Jimena tuvo que reírse ante aquello e incluso darle la razón. La idea de cenar con Lucas la tentaba, no iba a negárselo, pero al mismo tiempo sus reacciones exageradas y sus pullas la descolocaban más de lo que lo había hecho ninguna persona antes. Definitivamente no era prudente quedar con él. Sufría el riesgo de enamorarse de la parte correspondiente al Doctor Jekill, pero no podía olvidar que iba unido a un Mr. Hyde.
—Seguramente estés en lo cierto. —Concedió de mala gana—. Pero sigue siendo un «no».
—Puedes apostar por ello, es una de mis mayores virtudes, siempre tengo razón. —Y añadió como si no hubiera escuchado su negativa—: ¿Qué te parece si cenamos el viernes?
—Lo siento, estoy ocupada. —Se excusó.
—¿El sábado?
—Ocupada.
—Entonces come conmigo, no será lo mismo, pero me conformo con eso.
—Ocupada, ya tengo planes.
—¿Domingo?
—También, todo el día. Mira lo mejor es que te llame yo cuando me venga bien. ¿De acuerdo? Esta semana ya la tengo organizada.
—De acuerdo, tú mandas. Pero quiero que sepas que estoy impaciente por disculparme. —Confesó entre bromas, lo que no lo hacía menos cierto.
—Seguro que sí. Adiós, Lucas.
—Qué despedida tan sosa, ¿sin besos, achuchones ni nada?

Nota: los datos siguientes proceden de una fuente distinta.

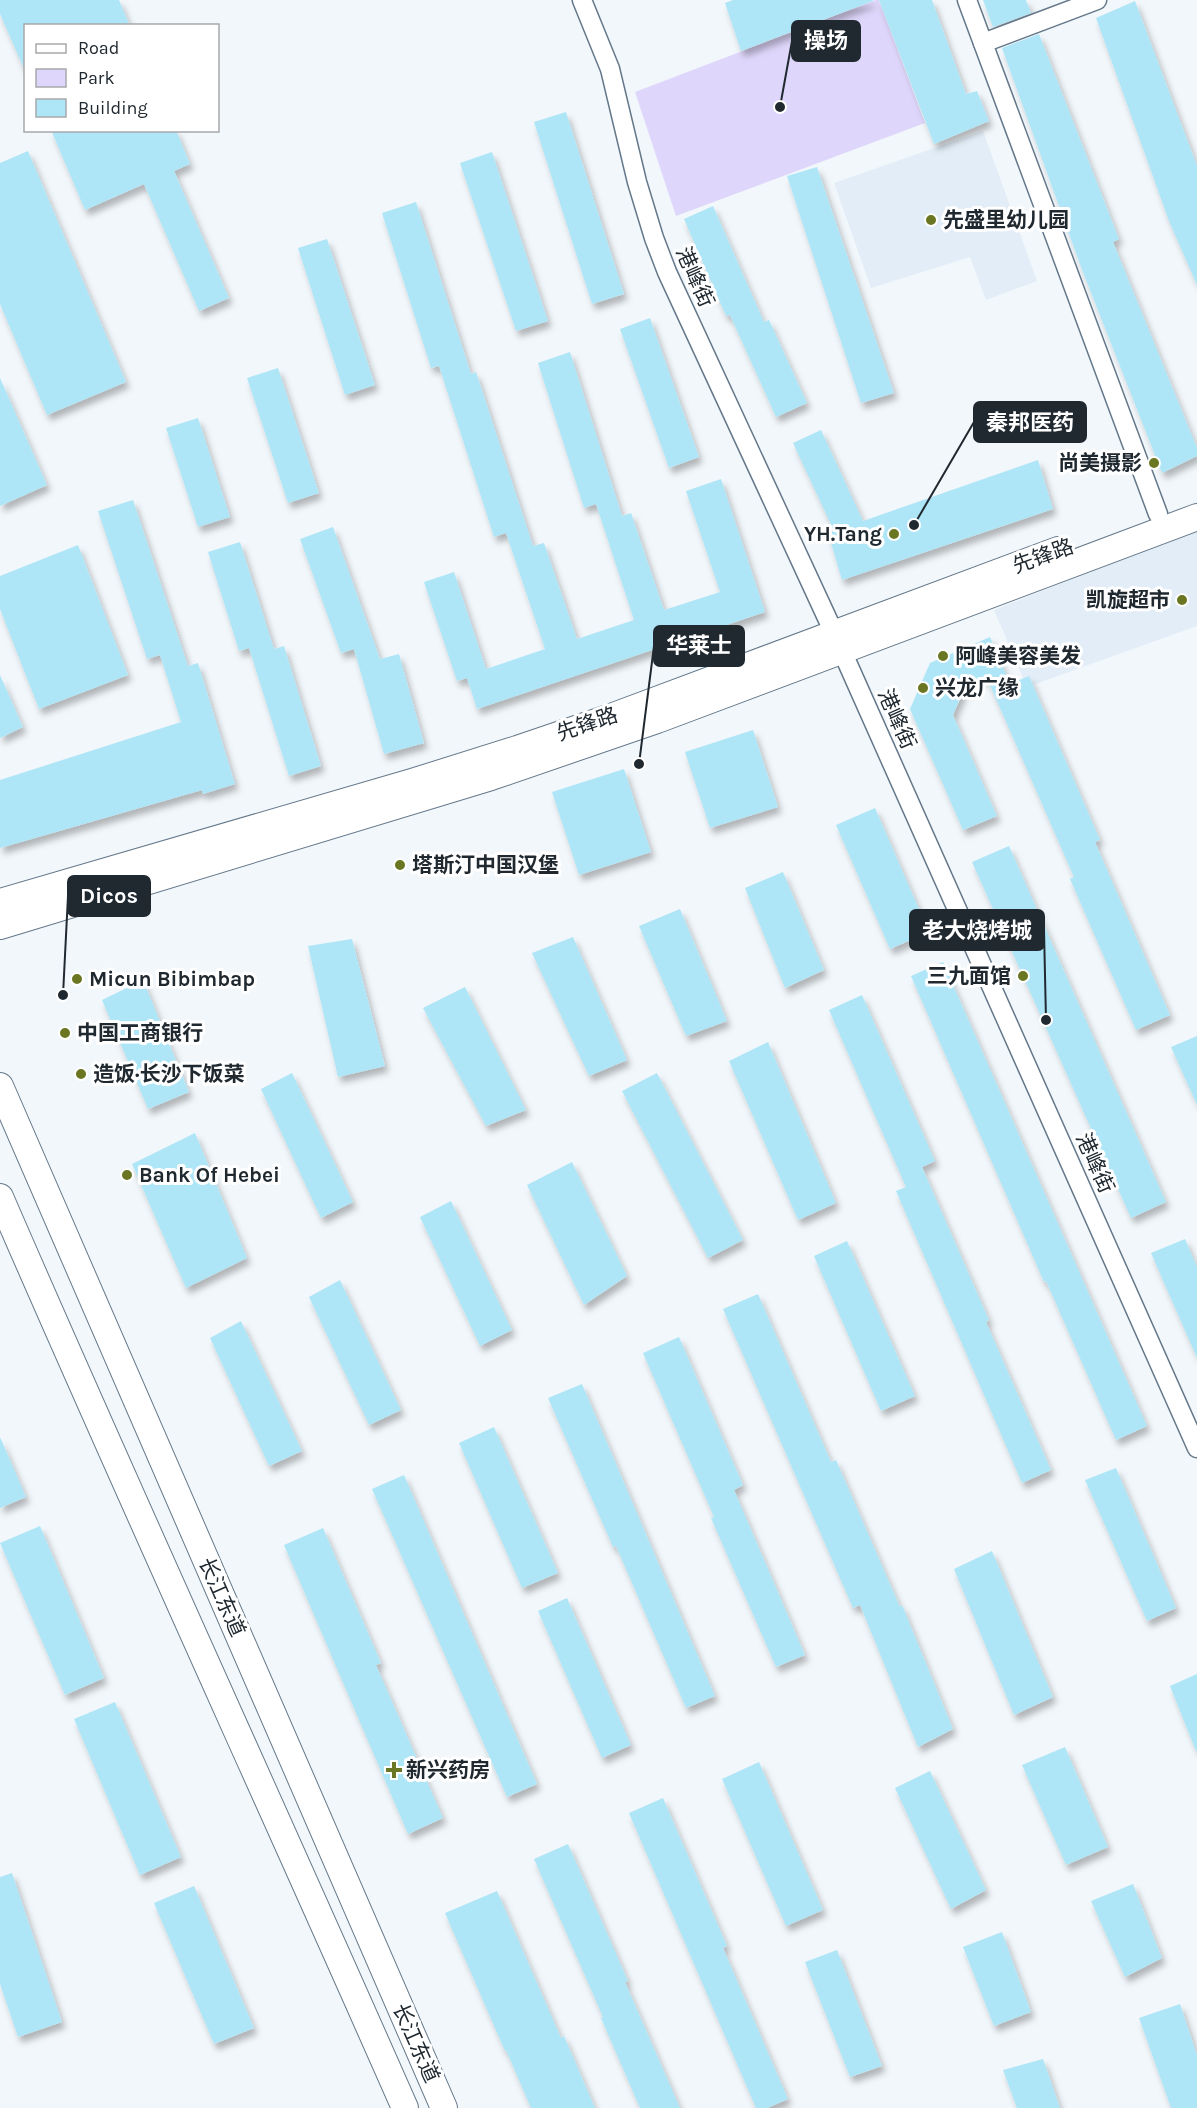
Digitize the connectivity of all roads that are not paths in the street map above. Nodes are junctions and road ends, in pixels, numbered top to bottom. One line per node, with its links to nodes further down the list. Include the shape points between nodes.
1 (582, 0): 8 (street, 港峰街, via 610,69 637,182 667,272)
2 (967, 0): 4 (street)
3 (1097, 0): 4 (street)
4 (983, 43): 6 (street)
5 (1197, 499): 6 (street, 先锋路)
6 (1158, 514): 8 (street, 先锋路)
7 (1197, 517): 8 (street)
8 (838, 642): 9 (street, 先锋路, via 412,782); 10 (street, via 657,720 491,777); 13 (street, 港峰街)
9 (0, 902)
10 (0, 926)
11 (0, 1086): 15 (street, 长江东道)
12 (0, 1197): 14 (street, 长江东道)
13 (1197, 1448)
14 (405, 2108)
15 (444, 2108)

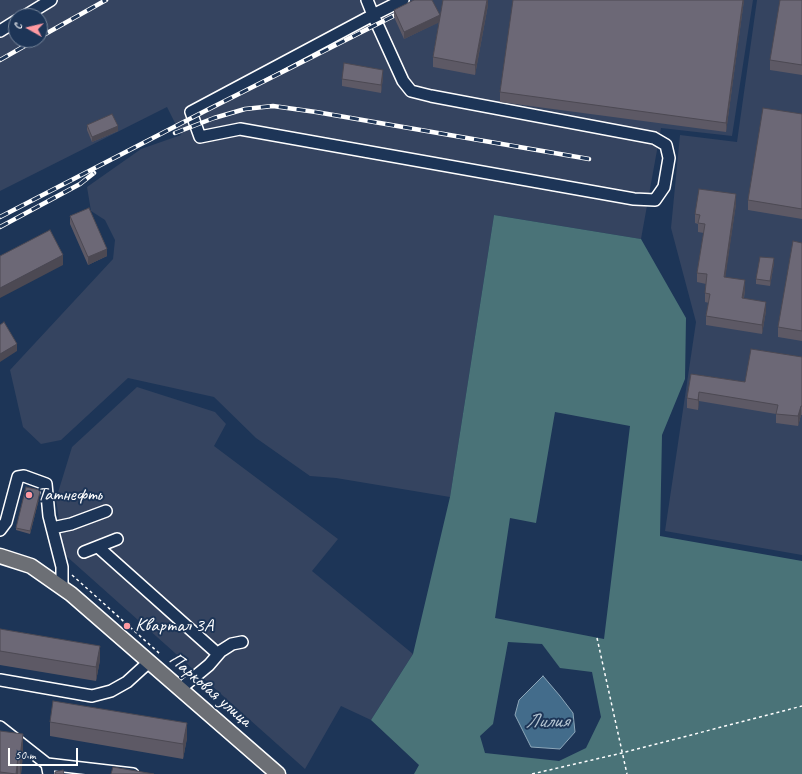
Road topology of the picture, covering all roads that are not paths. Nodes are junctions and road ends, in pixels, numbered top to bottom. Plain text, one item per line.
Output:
1 (51, 0) edge
2 (367, 0) edge
3 (403, 0) edge
4 (38, 8) edge
5 (373, 15) junction
6 (106, 511) dead end
7 (52, 528) junction
8 (0, 530) edge
9 (117, 539) dead end
10 (98, 546) junction
11 (84, 552) dead end
12 (0, 556) edge
13 (62, 587) junction
14 (242, 642) dead end
15 (218, 654) junction
16 (148, 662) junction
17 (0, 680) edge
18 (180, 689) junction
19 (0, 727) edge
20 (48, 769) edge
21 (133, 774) edge
22 (278, 774) edge

1 - 4 street
2 - 5 street
3 - 5 street
5 - 5 street
6 - 7 street
7 - 8 street
7 - 13 street
9 - 10 street
10 - 11 street
10 - 15 street
12 - 13 main road, Парковая улица
13 - 16 main road, Парковая улица
14 - 15 street
15 - 18 street
16 - 17 street
16 - 18 main road, Парковая улица
18 - 22 main road, Парковая улица
19 - 20 street
20 - 21 street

La reacción de su cuerpo fue automática, sus oídos escucharon la palabra «beso» y su mente rememoró el último que había recibido de su boca… Sintió la fría pared a su espalda, la respiración se le aceleró, y de repente el chándal que llevaba puesto para estar por casa le pareció demasiado abrigado para su acalorado organismo.
—Adiós. —Se despidió con la voz ronca y las rodillas temblorosas.
Todavía con la imagen que había evocado la palabra, se quedó en silencio en medio del pasillo. ¿Por qué quería cenar con ella? Y lo más importante, ¿quién había sido el traidor que le había dado su número de teléfono?
Comprendiendo que si estaba enfadada no podría deprimirse, se encaminó hecha una furia hasta la cocina, con el teléfono todavía en la mano, dispuesta a descubrir quién le había dado su número al hombre más exasperante que había conocido nunca. Un hombre que además era peligroso, sexy e insistente, demasiado para su salud mental.